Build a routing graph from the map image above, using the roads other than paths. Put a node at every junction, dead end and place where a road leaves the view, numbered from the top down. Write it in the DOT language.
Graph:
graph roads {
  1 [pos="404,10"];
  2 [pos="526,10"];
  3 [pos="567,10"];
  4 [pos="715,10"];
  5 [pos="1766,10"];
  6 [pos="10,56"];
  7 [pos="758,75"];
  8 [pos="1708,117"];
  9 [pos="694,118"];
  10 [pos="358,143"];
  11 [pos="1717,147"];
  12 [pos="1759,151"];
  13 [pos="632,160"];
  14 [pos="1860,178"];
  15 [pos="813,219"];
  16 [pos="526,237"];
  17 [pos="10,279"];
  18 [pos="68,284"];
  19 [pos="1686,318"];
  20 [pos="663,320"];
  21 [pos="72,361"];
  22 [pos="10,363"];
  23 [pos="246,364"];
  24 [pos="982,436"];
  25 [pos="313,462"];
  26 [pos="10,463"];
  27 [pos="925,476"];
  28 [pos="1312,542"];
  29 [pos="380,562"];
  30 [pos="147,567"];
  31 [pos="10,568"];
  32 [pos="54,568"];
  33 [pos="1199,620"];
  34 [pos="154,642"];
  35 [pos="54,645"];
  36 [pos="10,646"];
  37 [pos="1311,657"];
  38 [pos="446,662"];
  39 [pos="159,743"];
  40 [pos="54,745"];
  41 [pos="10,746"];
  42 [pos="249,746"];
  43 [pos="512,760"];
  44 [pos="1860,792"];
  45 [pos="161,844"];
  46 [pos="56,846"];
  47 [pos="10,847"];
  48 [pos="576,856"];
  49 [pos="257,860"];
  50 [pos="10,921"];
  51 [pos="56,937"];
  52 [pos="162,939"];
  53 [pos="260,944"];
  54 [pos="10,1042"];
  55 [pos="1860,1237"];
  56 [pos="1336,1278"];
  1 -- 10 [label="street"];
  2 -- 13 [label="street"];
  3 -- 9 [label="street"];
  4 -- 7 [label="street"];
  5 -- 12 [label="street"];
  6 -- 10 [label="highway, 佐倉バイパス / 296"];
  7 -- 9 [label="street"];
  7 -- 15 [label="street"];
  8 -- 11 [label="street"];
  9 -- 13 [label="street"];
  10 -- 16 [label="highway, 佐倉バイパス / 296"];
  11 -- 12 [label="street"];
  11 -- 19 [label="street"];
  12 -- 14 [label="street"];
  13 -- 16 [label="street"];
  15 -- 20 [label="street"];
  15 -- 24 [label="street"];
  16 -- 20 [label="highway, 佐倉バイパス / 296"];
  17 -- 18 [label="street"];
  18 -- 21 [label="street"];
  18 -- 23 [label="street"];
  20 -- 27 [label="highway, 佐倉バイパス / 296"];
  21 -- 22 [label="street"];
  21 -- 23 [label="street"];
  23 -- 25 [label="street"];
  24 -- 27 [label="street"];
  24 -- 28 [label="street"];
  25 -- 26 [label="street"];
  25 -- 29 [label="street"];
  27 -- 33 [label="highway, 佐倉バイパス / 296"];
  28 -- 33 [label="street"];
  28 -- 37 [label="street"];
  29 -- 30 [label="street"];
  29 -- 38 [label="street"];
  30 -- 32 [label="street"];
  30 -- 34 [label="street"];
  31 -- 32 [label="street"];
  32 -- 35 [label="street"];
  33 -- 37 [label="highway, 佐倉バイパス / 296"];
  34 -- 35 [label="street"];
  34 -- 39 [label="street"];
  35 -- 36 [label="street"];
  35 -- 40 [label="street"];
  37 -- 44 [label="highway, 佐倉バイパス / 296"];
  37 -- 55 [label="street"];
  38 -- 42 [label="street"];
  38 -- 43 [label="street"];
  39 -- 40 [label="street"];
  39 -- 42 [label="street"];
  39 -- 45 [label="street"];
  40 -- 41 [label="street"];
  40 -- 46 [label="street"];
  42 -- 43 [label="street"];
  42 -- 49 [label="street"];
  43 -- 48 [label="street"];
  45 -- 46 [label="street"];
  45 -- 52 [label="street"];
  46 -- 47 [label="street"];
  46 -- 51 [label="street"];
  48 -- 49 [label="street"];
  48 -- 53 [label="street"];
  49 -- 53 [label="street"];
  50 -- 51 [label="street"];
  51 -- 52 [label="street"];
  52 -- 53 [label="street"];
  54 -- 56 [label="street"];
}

WHAT IS BEING ASKED:
Would you please give the number of lines in this material containing the string "佐倉バイパス", with no further text?

YOUR RESPONSE:
7